Furthermore, the improved stoves significantly lessen cooking smoke, substantially reducing harmful indoor air pollution that has been proven to increase illness and sometimes lead to premature deaths. Last but not least, the stove program in Ghana has increased employment throughout the stoves value chain, creating jobs for metal workers, ceramists, and retailers.

Since stove manufacture and distribution began, SUDRA working with RI has sold over a million stoves and has mentored manufacturers, distributor and retailers that are currently operating on a self-sustaining basis. Additionally, households have saved an average of $37 per year with a total annual savings of $3.6 million.

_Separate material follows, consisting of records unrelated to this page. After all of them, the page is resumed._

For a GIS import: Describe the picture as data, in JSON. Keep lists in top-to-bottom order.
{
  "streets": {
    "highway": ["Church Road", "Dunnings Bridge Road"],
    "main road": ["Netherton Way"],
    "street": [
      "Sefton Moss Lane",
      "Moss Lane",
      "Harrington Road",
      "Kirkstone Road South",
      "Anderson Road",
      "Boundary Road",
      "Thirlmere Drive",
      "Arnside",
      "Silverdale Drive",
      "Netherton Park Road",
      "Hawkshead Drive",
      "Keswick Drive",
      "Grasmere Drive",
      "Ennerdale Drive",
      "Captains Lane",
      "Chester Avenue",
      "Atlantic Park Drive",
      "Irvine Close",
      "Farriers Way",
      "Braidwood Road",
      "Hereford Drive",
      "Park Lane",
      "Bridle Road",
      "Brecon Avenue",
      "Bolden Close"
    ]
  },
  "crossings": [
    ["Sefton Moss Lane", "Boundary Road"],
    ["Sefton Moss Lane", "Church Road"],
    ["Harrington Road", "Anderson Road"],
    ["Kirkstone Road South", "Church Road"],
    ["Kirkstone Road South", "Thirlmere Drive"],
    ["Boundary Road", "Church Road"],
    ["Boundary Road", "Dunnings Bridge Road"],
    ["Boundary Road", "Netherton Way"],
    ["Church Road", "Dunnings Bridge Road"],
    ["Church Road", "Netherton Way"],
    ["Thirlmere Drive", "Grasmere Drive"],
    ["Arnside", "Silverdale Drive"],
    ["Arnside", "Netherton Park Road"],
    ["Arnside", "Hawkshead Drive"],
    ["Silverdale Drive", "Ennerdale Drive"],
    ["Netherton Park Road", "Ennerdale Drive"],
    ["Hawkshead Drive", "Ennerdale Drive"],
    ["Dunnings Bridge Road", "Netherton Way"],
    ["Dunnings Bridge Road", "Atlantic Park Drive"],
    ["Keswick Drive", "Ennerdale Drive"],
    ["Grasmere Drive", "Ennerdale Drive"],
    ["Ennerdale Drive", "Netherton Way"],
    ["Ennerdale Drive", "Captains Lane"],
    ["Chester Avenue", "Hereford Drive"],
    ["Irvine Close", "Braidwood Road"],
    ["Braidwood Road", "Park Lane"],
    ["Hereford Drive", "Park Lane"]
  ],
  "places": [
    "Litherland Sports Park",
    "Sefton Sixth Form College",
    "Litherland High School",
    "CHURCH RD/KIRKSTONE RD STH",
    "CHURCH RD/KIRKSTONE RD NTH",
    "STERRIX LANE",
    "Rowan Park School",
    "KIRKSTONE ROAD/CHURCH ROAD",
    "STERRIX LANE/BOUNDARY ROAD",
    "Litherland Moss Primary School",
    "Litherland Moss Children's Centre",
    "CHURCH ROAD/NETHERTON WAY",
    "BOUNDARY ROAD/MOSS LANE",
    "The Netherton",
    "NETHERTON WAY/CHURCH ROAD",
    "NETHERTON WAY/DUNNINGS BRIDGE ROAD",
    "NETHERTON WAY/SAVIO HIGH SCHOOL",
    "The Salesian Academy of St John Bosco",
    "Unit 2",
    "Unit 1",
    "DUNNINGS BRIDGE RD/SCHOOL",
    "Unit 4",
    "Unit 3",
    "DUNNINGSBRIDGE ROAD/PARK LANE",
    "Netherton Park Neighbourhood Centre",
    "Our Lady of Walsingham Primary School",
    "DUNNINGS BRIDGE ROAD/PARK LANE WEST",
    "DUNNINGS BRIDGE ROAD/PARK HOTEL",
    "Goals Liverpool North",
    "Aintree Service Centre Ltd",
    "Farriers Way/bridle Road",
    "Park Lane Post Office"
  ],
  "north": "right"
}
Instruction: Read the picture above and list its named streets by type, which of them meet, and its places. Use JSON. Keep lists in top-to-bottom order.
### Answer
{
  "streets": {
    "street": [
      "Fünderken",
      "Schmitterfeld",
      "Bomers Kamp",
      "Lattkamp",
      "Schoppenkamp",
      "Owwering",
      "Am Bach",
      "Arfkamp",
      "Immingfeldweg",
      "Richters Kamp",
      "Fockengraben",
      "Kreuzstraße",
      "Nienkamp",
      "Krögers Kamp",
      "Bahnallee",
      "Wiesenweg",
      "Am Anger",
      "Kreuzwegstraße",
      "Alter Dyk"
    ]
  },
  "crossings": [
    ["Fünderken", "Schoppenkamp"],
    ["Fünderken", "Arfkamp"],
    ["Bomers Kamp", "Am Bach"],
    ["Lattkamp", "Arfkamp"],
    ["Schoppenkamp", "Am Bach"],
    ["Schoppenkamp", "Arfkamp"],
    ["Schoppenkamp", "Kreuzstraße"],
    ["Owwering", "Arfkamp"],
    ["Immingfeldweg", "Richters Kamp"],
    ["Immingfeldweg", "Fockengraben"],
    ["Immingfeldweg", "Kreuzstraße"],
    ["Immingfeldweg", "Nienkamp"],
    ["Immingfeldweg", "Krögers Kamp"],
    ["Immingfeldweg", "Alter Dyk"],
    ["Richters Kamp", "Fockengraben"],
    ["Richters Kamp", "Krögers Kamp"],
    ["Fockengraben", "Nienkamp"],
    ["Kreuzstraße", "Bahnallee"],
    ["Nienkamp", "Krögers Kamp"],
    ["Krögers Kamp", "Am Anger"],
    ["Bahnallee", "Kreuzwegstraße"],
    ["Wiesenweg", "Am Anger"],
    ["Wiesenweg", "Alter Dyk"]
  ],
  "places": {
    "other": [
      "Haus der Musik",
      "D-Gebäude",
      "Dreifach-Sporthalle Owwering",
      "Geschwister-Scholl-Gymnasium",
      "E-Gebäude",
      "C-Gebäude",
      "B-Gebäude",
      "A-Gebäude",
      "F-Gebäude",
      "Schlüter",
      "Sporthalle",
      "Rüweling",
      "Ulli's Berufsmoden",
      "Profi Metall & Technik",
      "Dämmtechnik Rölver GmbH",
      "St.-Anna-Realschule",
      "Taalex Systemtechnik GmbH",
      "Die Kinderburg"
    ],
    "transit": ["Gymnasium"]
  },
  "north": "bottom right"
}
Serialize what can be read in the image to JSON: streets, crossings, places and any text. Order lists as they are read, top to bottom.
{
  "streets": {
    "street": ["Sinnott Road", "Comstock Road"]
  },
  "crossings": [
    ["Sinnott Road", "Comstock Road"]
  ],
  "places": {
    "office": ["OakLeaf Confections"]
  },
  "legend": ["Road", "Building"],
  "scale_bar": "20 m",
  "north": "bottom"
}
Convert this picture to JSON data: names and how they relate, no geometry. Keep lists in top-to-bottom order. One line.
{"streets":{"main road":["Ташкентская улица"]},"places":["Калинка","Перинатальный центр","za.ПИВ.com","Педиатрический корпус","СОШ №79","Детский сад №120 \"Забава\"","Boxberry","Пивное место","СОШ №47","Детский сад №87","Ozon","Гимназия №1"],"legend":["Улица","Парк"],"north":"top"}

Enterprise Skills Training

SUDRA, based on work done with EWV, promotes a culture of local enterprise training expertise tied to markets. We train local entrepreneurs directly using a “training of trainers” model so that clients have continued access to technologies and business skills after the formal training period. Follow-up trainings are used to reinforce skills and address new challenges.
Examples include training of stove artisans and retailers and working with them to establish a market information systems so local producers have ongoing information about emerging markets. SUDRA also trains local NGOs, producer associations, industry associations and other private sector clients to promote a culture of enterprise training that is tied to market demand.

Gender and Development

In much of the developing world – including Ghana, women often bear a burden that taxes their strength and endurance. It is estimated that women in most rural communities are responsible for over 40 percent of on-farm labor, 85 percent of transport of farm inputs and products, and close to 80 percent of food processing activities. They also bear most of the responsibility for household food security, fetching firewood and water, and taking care of the children. Research and experience shows that reducing gender inequalities and providing women with equal access to capacity, resources, opportunities and voice increases productivity and accelerates economic growth. Yet, women frequently still earn half as much as men, and are denied access to education, land and credit.
At SUDRA, we pay special attention throughout project design and implementation to enhancing the participation of women in activities that improve the quality of their lives and the lives of their families.Identifying and designing interventions to remove barriers that restrict women’s access to technologies, and the financial and business development services that they need to increase the profitability and growth of their enterprises forms the core of our gender action.